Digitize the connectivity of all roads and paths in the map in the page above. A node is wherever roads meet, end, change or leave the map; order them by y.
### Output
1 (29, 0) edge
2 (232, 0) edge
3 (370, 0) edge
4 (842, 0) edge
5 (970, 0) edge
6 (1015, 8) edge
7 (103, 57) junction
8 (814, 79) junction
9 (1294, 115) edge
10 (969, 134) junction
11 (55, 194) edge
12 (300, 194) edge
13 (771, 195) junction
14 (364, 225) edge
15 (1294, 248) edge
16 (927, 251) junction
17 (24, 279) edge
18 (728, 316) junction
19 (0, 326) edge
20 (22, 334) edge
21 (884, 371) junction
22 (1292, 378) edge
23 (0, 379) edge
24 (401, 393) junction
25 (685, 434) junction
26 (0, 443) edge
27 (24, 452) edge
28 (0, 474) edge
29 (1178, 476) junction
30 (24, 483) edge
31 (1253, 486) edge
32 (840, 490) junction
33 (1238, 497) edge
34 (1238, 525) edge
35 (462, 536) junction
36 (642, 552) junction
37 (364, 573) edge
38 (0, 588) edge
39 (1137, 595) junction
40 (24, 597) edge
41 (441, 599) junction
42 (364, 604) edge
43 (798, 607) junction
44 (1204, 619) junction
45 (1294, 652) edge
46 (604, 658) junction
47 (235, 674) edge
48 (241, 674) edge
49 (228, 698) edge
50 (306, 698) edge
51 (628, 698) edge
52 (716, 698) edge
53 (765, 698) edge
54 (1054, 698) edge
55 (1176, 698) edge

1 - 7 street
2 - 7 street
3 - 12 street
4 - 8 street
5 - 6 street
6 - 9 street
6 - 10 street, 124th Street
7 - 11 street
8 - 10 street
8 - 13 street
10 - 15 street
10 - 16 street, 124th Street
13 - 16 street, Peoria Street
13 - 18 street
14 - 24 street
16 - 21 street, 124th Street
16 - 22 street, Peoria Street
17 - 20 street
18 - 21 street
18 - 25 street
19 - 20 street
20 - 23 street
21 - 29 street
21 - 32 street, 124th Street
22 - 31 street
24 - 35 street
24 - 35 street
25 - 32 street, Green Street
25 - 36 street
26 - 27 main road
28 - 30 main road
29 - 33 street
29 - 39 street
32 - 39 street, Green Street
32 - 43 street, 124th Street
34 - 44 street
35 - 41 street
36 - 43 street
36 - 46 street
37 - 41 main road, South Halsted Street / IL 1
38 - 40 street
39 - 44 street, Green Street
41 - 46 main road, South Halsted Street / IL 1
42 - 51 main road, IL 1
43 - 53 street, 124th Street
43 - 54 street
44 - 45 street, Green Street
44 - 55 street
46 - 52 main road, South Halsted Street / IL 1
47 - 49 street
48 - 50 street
---
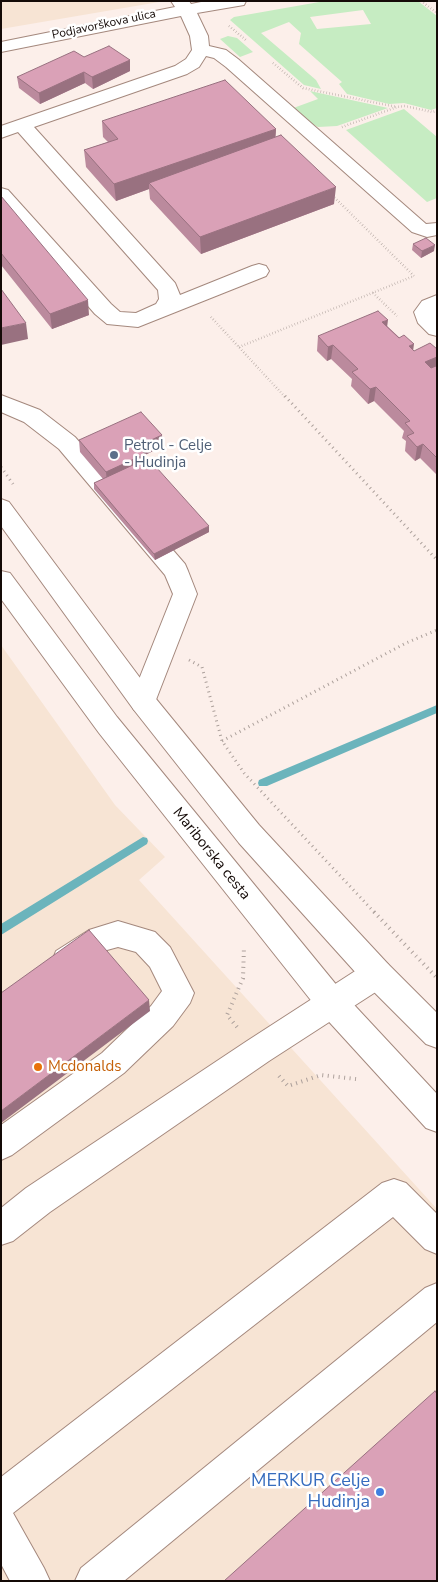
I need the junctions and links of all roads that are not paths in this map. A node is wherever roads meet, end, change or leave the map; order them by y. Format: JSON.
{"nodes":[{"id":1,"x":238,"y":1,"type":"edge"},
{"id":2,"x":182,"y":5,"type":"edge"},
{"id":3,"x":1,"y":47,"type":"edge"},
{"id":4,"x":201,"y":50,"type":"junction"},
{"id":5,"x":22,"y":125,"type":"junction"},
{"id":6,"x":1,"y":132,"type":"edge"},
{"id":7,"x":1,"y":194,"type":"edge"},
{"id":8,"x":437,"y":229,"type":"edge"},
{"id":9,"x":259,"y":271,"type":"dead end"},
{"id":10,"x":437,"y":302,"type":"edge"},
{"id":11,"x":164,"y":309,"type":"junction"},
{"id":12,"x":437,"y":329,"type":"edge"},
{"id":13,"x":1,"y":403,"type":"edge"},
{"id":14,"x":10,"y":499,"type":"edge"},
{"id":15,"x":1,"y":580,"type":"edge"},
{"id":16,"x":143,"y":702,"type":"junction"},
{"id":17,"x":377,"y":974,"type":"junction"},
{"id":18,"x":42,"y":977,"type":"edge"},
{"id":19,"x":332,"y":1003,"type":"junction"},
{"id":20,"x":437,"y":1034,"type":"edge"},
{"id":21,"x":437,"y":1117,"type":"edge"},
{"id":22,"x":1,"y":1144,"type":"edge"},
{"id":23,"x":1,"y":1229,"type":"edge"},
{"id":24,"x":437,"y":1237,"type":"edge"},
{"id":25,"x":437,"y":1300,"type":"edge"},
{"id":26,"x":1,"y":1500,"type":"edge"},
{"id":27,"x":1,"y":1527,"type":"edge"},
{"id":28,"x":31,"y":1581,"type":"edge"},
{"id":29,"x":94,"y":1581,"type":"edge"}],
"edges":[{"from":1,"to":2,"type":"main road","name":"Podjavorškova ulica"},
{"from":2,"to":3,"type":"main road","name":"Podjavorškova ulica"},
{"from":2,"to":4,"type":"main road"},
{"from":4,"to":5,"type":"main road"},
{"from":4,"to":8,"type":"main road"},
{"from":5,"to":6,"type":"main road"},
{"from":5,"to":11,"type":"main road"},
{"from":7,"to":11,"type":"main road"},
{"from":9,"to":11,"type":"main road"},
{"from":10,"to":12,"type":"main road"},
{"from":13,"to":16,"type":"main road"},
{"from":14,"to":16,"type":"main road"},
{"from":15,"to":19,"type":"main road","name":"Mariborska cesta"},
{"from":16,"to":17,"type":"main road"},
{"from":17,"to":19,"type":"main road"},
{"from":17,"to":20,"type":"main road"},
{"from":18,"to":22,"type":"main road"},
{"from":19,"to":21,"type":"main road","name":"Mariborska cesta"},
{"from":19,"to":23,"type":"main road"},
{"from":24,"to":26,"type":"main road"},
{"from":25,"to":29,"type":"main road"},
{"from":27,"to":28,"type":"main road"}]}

Exercise description
Copy out each line of the material above that holds the word "wherever".

Response to this task
Digitize the connectivity of all roads and paths in the map in the page above. A node is wherever roads meet, end, change or leave the map; order them by y.
I need the junctions and links of all roads that are not paths in this map. A node is wherever roads meet, end, change or leave the map; order them by y. Format: JSON.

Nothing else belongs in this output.